In the past I have taken a baby on a day out on a steam train at both the Severn Valley and Howarth and Keithley and Worth Valley Railways. Although we had a good day out in the past it was hard work having to accommodate the needs of a baby such as feeding, changing and taking a pushchair (see previous review Howarth and Keighley and Worth Valley Railway, with a baby).
Our children are now a bit older and as we found out it’s much easier with our four year old and a two year old toddler than trying to take a baby. This is a review of a day out on the Severn Valley Railway travelling from Kidderminster station in Worcestershire to Bridgenorth station in Shropshire.
When taking our toddler on a day out we will normally take a pushchair (stroller) with us.
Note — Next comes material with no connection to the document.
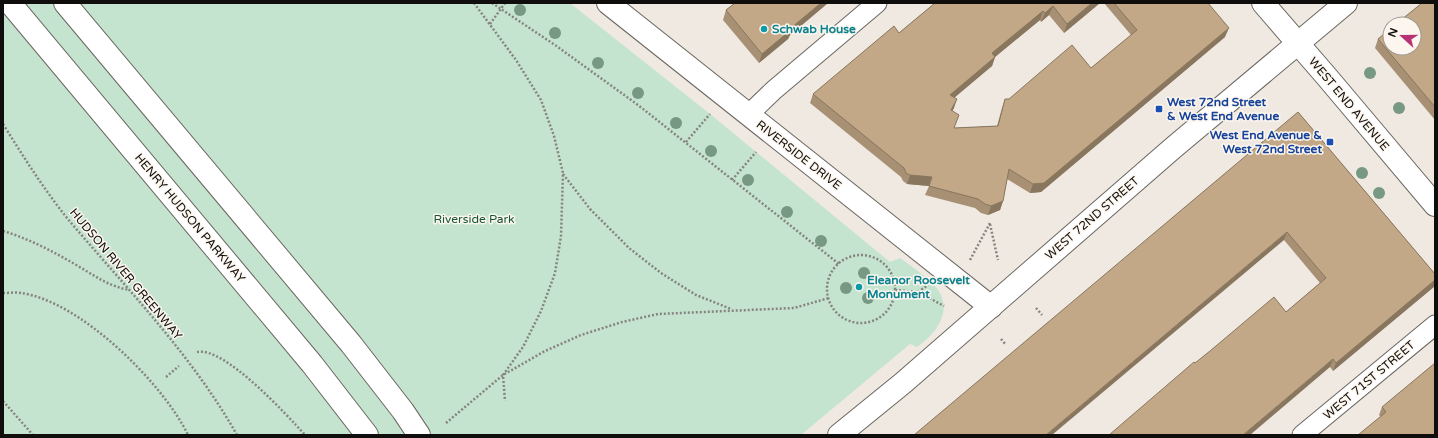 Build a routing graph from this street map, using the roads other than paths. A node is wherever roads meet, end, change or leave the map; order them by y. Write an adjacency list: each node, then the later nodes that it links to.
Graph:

The convenience of being able to push a child around normally out-ways the hassle of having to find lifts etc., but on this case as we were planning to spend much of the time travelling on a train we decided to manage without the pushchair on this occasion. This turned out to be a good decision as whilst a pushchair would have been useful in Bridgenorth it can be an inconvenience having to fold and unfold a pushchair whilst also trying to get children on and off a train.
We parked in the car park at Kidderminster Severn Valley Railway Station (there is a mainline station very close) and bought our tickets form the station. This was a bank holiday Monday and there was a long queue to buy the tickets, but this was the only real extra inconvenience of it being a public holiday as the trains and other attractions coped well with the large number of visitors.
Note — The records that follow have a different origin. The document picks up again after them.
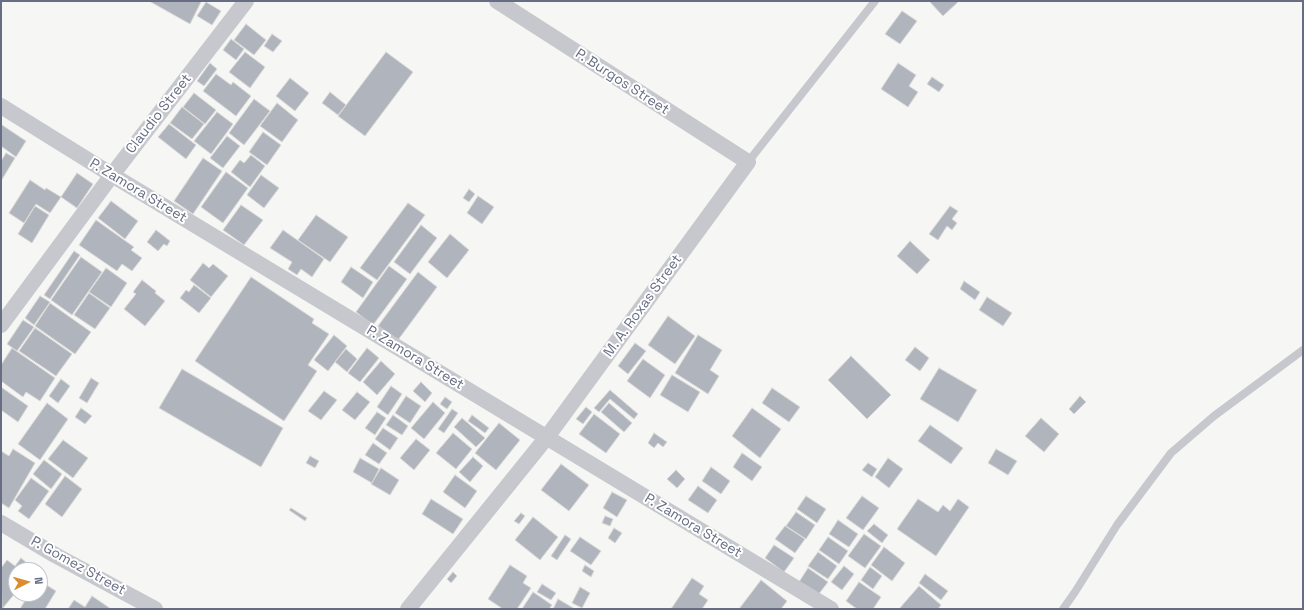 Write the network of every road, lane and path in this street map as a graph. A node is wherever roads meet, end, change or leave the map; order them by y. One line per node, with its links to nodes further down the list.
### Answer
1 (246, 1): 6 (street, Claudio Street)
2 (497, 1): 5 (street, P. Burgos Street)
3 (875, 1): 5 (lane, M. A. Roxas Street)
4 (1, 106): 6 (street, P. Zamora Street)
5 (748, 162): 9 (street, M. A. Roxas Street)
6 (112, 175): 7 (street, Claudio Street); 9 (street, P. Zamora Street)
7 (1, 325)
8 (1303, 350): 14 (lane)
9 (547, 437): 12 (street, M. A. Roxas Street); 13 (street, P. Zamora Street)
10 (1, 523): 11 (street, P. Gomez Street)
11 (155, 609)
12 (408, 609)
13 (831, 609)
14 (1063, 609)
The tickets we purchased were full return tickets to Bridgenorth station which could be used as day rover tickets (allowing any number of journeys on the railway) and gave free entrance to the Engine House Visitor Centre (museum) at Highley Station. Although fairly expensive for the train journey, including the visitor centre into the cost of the ticket meant that the price wasn’t too badly priced.
We got off the first train at Highley station which is where the Engine House Visitor Centre is located. We had got on one of the rear carriages and the conductor told use we would need to move further up the train as the platform is shorter at Highley station. We had a part of the carriage to ourselves so we waited until the station prior to the one we needed before moving up the train. We were able to move up the carriage whilst the train was stopped at Arley, although even if we hadn’t completely moved whilst it was stopped the train was smooth and it would have been possible to walk up the train whilst it was moving.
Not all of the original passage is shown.